Indeed, Austin is a special case. It was seen as a kind of hippie town, different from the rest of the state. There were still some cowboys to be sure, but more of the liberal pot-smoking kind. Over time, as a result of it’s uniqueness within Texas, more and more people decided to move there, transforming it into the fastest growing city in the US for years now. Its proximity to nature and amenities offer up attractive qualities, and its growing tech sector is dubbed the Silicon Hills. There are those that refer to it as a little slice of California in Texas, but it is unmistakable Texan.
Waterloo or River City
Part of what makes Austin and the surrounding countryside so desirable is the abundance of water. The city itself borders the eastern region of an area know as the Texas Hill Country, a luscious geographical zone known for it’s granite and limestone hills, and its multitude of flowing streams. Indeed, there is so much water flowing nearby that Austin was originally called Waterloo. It wasn’t until the city was purchased by the Republic of Texas that is was renamed Austin, after Stephen F. Austin, aka the “Father of Texas.”
In short, the city’s history is closely intertwined with it’s relationship to water. I personally think it still is. The water provides Austin and the surrounding area with a generous supply with which to source its many delicious craft beers (Austin is considered a craft beer powerhouse), as well as offering plenty of spots to cool off or paddle-board (its a popular activity there). It being Texas, summers do get scorching hot, so nearby water system of lakes and and rivers grant a welcome respite as well as fun family activities. Yet another way of getting soaked during a Texan summer.
Soak It In For Yourself
My family and I were fortunate in our experience, and charmed by our discoveries. Austin is remarkable for it’s food, abundance of live music, wonderful craft beers, and gorgeous countryside. Ultimately though, my wife and I agreed that it was the people there that constituted the best part of our stay. I realize how cheesy that may sound as I write it, but it’s sincere. We were pleasantly surprised by how friendly and hospitable every one was, and it totally enhanced our stay.

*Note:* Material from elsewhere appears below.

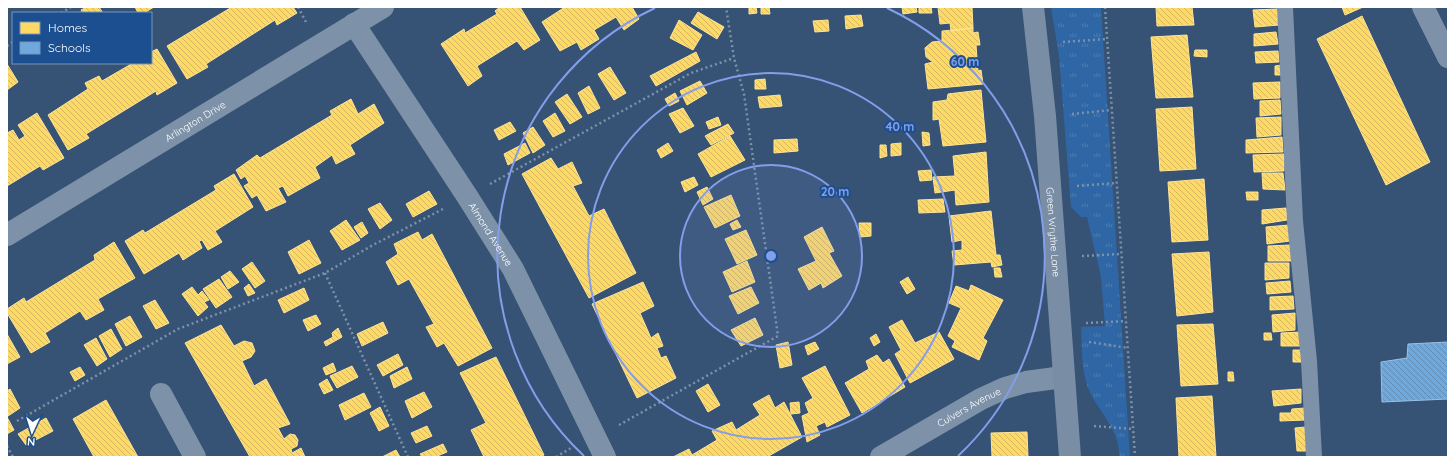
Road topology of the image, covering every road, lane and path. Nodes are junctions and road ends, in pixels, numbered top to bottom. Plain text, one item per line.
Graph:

Although our summer ended with one of the most massive storms ever recorded, it did not dampen our impressions. We had a really nice time there, and hope that more people will recognize the need for sustainable practices and work to protect the natural beauty and social treasures that make up the Texas state. I would encourage you to visit if and when you can. Keep in mind that hurricane season kicks off in June and Texas is known to flood (as described by local icon Stevie Ray Vaughan below). In time, hopefully we can come together before climate disasters strike and work to reduce our impact on climate change’s fearsome acceleration.